Sex and person identity recognition from GC×GC analysis of scent samples (Jan Hlavsa, MDCW 2025)

- Photo: MDCW: Sex Classification and Identity Verification from GC×GC of Human Scent Samples (Jan Hlavsa, MDCW 2025)
- Video: LabRulez: Jan Hlavsa: Sex and person identity recognition from GC×GC analysis of scent samples (MDCW 2025)
🎤 Presenter: Jan Hlavsa (Czech Technical University, Prague, Czech Republic)
💡 Book in your calendar: 17th Multidimensional Chromatography Workshop (MDCW) 13 - 15. January 2026
Abstract
We present a method for the recognition of the identity and sex given a GC×GC chromatogram of a scent sample. In all stages, the method is fully automatic. First, the chromatogram is aligned by identifying 2D peak locations of pre-determined compounds that have been found to be present in all samples. The peak location is the point of maximum correlation with a machine-learned prototype of its spectrogram within a pre-learned part of the chromatogram. The GCxGC space is triangulated and affine warped to canonical coordinates. In the second step, the aligned chromatogram is flattened to a 1D vector whose values are, depending on the experiment, the total mass recorded at a given time, or the output of a spectrometer. The vector is the input of the identity or sex classifier. Two types of classifiers were trained and evaluated - the SVM (polynomial and RBF kernels) and a shallow convolution neural network.

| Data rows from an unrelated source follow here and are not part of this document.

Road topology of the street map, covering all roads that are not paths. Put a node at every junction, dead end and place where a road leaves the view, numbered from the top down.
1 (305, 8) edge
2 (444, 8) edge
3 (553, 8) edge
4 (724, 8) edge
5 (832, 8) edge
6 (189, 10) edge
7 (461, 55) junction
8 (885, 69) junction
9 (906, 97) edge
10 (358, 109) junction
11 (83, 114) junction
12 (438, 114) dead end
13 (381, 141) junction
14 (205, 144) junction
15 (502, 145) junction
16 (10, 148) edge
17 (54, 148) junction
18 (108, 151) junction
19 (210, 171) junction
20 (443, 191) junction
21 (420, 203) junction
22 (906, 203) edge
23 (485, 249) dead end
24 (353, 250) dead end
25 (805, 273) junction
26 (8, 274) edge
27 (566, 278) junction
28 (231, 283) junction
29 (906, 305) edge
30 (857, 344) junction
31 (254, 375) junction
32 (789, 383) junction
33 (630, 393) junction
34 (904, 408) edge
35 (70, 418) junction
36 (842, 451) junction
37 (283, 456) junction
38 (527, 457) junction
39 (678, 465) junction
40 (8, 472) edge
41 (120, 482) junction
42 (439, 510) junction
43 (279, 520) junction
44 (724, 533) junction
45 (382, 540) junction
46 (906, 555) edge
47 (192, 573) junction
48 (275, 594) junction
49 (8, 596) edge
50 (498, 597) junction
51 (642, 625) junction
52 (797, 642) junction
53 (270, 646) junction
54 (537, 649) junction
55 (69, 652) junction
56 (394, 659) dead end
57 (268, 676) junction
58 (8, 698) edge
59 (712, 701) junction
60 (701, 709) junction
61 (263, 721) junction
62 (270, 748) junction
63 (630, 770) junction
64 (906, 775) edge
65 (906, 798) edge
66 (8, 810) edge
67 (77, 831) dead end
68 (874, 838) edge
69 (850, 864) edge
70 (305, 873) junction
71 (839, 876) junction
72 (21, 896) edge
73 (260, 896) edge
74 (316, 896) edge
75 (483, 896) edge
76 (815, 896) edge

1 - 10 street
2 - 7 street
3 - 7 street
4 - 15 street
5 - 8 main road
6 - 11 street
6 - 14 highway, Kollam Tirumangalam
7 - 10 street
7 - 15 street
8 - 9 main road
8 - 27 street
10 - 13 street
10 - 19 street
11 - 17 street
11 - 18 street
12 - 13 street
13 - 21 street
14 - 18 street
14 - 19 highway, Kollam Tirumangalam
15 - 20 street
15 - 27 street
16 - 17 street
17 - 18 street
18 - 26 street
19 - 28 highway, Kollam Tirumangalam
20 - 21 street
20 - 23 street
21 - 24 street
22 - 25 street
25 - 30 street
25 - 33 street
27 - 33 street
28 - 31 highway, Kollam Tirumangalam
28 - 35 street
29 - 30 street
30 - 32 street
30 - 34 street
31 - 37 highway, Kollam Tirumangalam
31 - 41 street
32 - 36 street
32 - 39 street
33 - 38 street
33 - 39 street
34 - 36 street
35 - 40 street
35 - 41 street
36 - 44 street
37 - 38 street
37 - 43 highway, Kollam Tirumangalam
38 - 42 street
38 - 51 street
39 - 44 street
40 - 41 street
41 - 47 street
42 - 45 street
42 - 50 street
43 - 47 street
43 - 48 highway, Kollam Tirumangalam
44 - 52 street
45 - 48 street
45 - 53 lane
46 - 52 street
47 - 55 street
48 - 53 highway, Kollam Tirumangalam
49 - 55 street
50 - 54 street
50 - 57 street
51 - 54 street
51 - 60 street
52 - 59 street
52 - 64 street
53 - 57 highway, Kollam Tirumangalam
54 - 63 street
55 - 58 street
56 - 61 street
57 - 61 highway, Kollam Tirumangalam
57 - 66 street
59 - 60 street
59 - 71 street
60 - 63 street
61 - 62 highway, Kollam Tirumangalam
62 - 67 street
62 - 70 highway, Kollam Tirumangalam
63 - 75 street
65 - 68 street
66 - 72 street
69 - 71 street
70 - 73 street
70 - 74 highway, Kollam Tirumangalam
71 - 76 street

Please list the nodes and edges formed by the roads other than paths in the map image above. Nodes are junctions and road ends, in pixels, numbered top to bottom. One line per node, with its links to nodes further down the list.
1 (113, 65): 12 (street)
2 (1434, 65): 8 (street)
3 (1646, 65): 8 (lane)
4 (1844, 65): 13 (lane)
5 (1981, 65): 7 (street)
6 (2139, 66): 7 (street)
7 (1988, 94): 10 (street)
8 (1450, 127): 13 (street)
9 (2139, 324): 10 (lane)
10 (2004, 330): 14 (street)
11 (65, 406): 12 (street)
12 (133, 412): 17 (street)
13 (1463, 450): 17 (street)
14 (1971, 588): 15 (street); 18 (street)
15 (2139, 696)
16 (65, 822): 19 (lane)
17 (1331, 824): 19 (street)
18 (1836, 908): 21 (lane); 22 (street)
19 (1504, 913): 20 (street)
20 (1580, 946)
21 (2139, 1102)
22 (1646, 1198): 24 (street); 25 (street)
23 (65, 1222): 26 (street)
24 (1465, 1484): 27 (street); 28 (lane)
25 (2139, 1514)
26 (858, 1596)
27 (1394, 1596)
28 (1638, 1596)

Experiments were carried out on data collected from the palms of 40 volunteers onto glass beads, extracted into ethanol, and analysed by a LECO GC×GC-ToF over a three year period ( 2019-2022) . Each volunteer provided at least 10 samples, each a week apart. In case of the gender identification, by finding an optimal linear projection of the Total Ion Chromatogram data, we achieve approximately 85% validation accuracy in sex identification using 10-fold cross-validation on a balanced dataset (50% male, 50% female) of 504 measurements from 40 identities. The top 5 validation accuracy for classifying 20 identities is approximately 60%.
Video transcription
Jan Hlavsa presented research focused on automatic sex classification and identity verification from human scent chromatograms using GC×GC-ToFMS. The project is a collaboration between the Czech Technical University in Prague and the University of Chemistry and Technology, Prague, with computational support from the LUMI supercomputer (over 120,000 GPU hours).
Data and Methods
- Samples: 2,528 chromatograms collected from 252 volunteers, analyzed by GC×GC-ToFMS.
- Data representation: raw outputs with no pre-processing, stored as 3D tensors (mass spectrum, 1st retention time, 2nd retention time). Each dataset ~4 GB.
- Chromatogram alignment: fully automatic registration using 24 chemical marker compounds and piecewise linear transformation.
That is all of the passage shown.